Oxidative stress is closely associated with heart failure progression or vascular events. Several pathways whereby oxidative stress leads to myocardial injury have been identified, including dysfunction of the mitochondrial electron transport complex, nicotinamide adenine dinucleotide phosphate oxidase activity, and myocardial cell apoptosis [27, 28]. The present study reveals the importance of oxidative stress in myocardial injury occurring with hypertension and during the subclinical stages of heart failure. In addition, a number of basic and clinical studies have shown a close association between AGEs or RAGEs and oxidative stress. An association between AGEs or RAGEs and oxidative stress in myocardial cells has been reported [29]. In this study, a significant correlation was observed between skin AF and a positive d-ROMs test as a marker of oxidative stress in vivo, suggesting that the association between AGEs or RAGEs and oxidative stress in myocardial cells is causative of hs-cTnT elevation in hypertensive patients.

The principle of CAVI is known to be a marker of arterial stiffness, which is independently associated with blood pressure levels [17]. In recent years, several studies have indicated the importance of left ventricular dysfunction in the progression of myocardial injury; furthermore, increases in aortic artery stiffness are known to be caused by left ventricular dysfunction [30]. On the contrary, skin AF had a significantly positive correlation with CAVI in this study.
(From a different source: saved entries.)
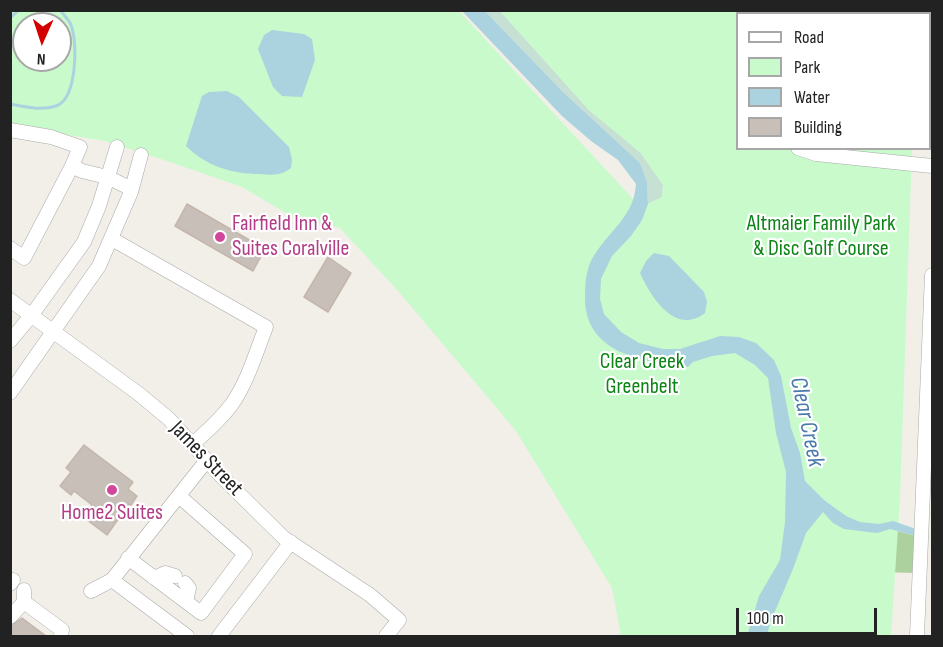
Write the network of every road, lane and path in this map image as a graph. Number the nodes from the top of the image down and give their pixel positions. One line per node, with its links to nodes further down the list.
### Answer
1 (10, 130): 7 (street)
2 (117, 147): 8 (street)
3 (804, 150): 4 (street)
4 (859, 154): 6 (street)
5 (141, 155): 9 (street)
6 (933, 166)
7 (77, 169): 8 (street); 10 (street); 12 (street)
8 (108, 177): 9 (street); 10 (street)
9 (132, 189): 11 (street)
10 (102, 195): 15 (street)
11 (112, 239): 16 (street); 19 (street)
12 (10, 248)
13 (933, 274): 33 (street)
14 (10, 300): 15 (street, James Street)
15 (31, 316): 16 (street, James Street); 17 (street)
16 (53, 332): 18 (street); 19 (street, James Street)
17 (10, 341)
18 (10, 393)
19 (193, 444): 20 (street, James Street)
20 (207, 460): 21 (street); 22 (street, James Street)
21 (179, 496): 23 (street); 27 (street)
22 (291, 542): 31 (street); 32 (street, James Street)
23 (129, 558): 24 (street); 25 (street)
24 (154, 578): 27 (street); 27 (street)
25 (112, 580): 26 (street); 30 (street)
26 (91, 591)
27 (186, 601)
28 (10, 617): 29 (street)
29 (61, 636)
30 (188, 636)
31 (219, 636)
32 (386, 636)
33 (917, 636)

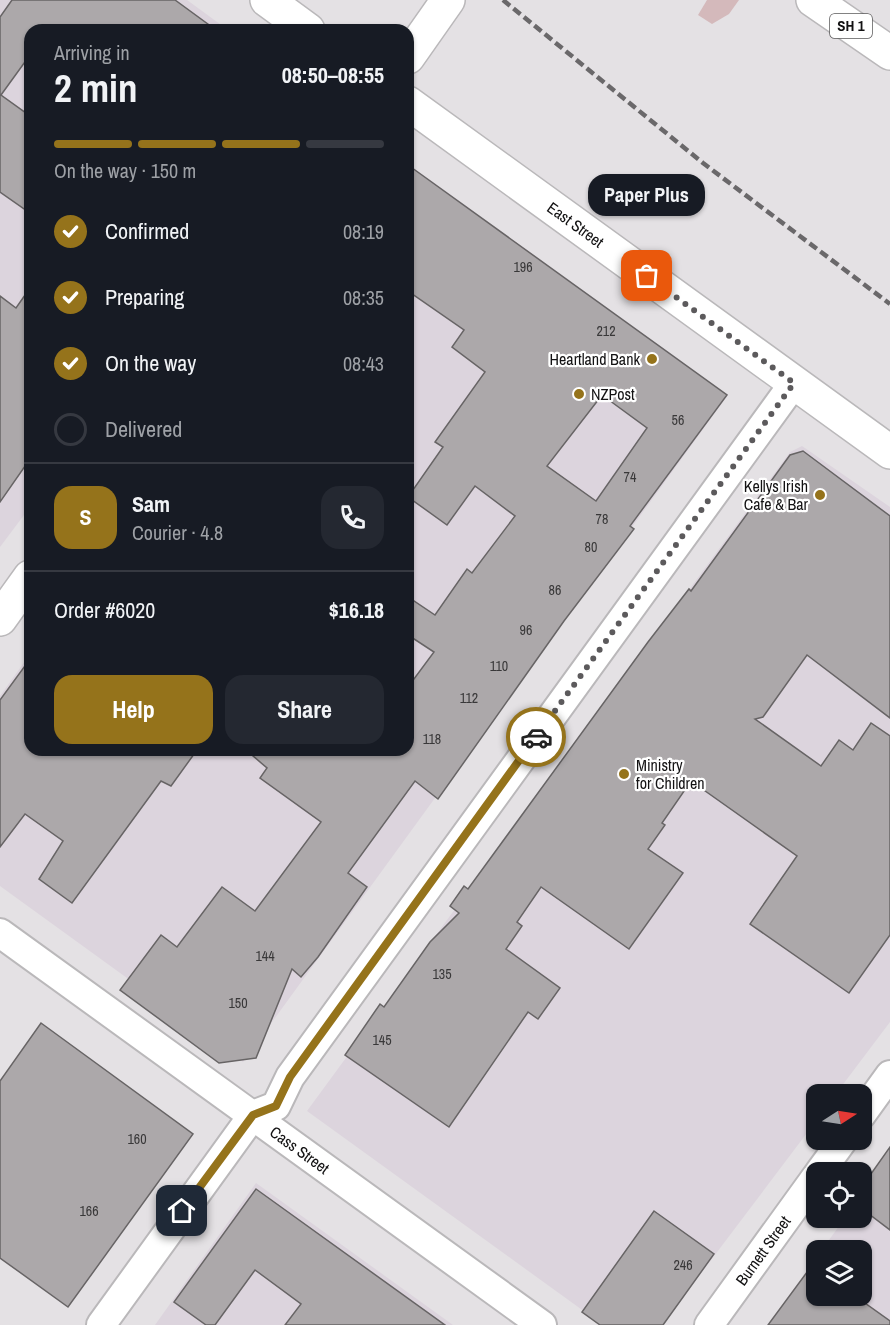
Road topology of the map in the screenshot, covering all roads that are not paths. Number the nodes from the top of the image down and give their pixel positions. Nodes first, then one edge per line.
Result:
1 (267, 0) edge
2 (448, 0) edge
3 (813, 0) edge
4 (300, 24) edge
5 (414, 48) edge
6 (890, 53) edge
7 (414, 107) edge
8 (794, 383) junction
9 (890, 452) edge
10 (24, 585) edge
11 (0, 619) edge
12 (0, 933) edge
13 (890, 1075) edge
14 (872, 1100) edge
15 (253, 1115) junction
16 (806, 1191) edge
17 (101, 1325) edge
18 (542, 1325) edge
19 (709, 1325) edge

1 - 4 main road
2 - 5 main road
3 - 6 main road, SH 1
7 - 8 main road, East Street
8 - 9 main road, East Street
8 - 15 street
10 - 11 main road
12 - 15 street, Cass Street
13 - 14 street
15 - 17 street
15 - 18 street, Cass Street
16 - 19 street, Burnett Street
Other studies have also indicated a significant relationship between skin AF and arterial stiffness [12, 31]. In addition, basic studies have reported that RAGE is expressed in vascular tissues such as endothelium, smooth muscle cells, and mononuclear cells [26]. Therefore, the relationship between hs-cTnT and CAVI may be partly explained by the eventual consequence of myocardial injury via left ventricular dysfunction, resulting from an increase in vascular resistance or afterload caused by the accumulation of AGEs in arterial tissues.

This study has several limitations. First, angiography, computed tomography, and magnetic resonance imaging were not performed. Therefore, asymptomatic cardiovascular diseases may have gone undetected. Second, medical treatments including the administration of anti-hypertensive drugs or statins may have influenced the study results, although the study results indicate that the effects of these drugs were insignificant. Finally, this study was cross-sectional in a single unit, and the sample size was relatively small. Additional prospective studies including evaluations of interventional therapies are required to clarify the clinical significance of skin AF as a risk factor for heart failure or vascular events in hypertensive patients.

Conclusions

In conclusion, the findings of this study indicate that skin AF is an important determining factor for hs-cTnT elevation in hypertensive patients with no history of cardiovascular events.